PROVIDED RECORDS Block Start

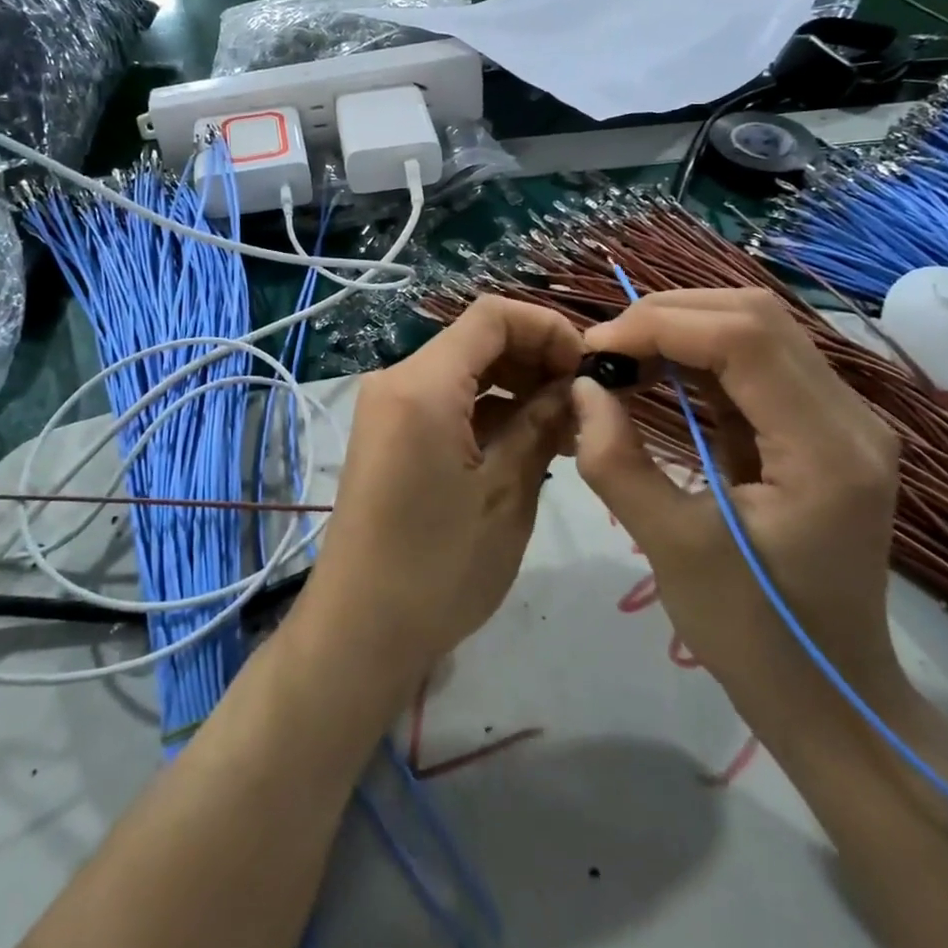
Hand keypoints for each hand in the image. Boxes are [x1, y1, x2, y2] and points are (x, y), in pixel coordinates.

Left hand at [303, 297, 580, 690]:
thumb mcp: (506, 493)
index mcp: (421, 384)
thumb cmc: (438, 567)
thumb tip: (576, 387)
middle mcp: (397, 381)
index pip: (491, 316)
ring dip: (517, 387)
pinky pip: (446, 402)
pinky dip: (489, 411)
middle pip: (477, 340)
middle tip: (586, 403)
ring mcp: (389, 408)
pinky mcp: (390, 435)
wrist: (359, 631)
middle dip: (536, 358)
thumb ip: (542, 425)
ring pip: (464, 371)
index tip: (588, 368)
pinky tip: (530, 442)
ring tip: (569, 429)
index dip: (547, 328)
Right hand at [571, 289, 903, 722]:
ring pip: (756, 329)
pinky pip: (755, 363)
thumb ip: (617, 462)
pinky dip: (698, 356)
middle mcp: (849, 417)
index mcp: (827, 450)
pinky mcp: (819, 428)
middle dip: (667, 317)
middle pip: (755, 317)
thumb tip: (582, 388)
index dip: (660, 326)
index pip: (744, 338)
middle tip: (603, 354)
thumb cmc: (754, 636)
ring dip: (681, 330)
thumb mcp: (673, 550)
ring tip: (621, 360)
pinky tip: (656, 375)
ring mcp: (841, 419)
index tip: (593, 353)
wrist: (831, 697)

PROVIDED RECORDS Block End

-- YOUR GOAL --
All lines from the one with "thumb cmc: (754, 636)" through the end of the records need to be copied exactly, and no other lines.

-- WRITTEN RESPONSE --
thumb cmc: (754, 636)
ring dip: (681, 330)
thumb mcp: (673, 550)
ring tip: (621, 360)
pinky tip: (656, 375)
ring mcp: (841, 419)
index tip: (593, 353)
wrist: (831, 697)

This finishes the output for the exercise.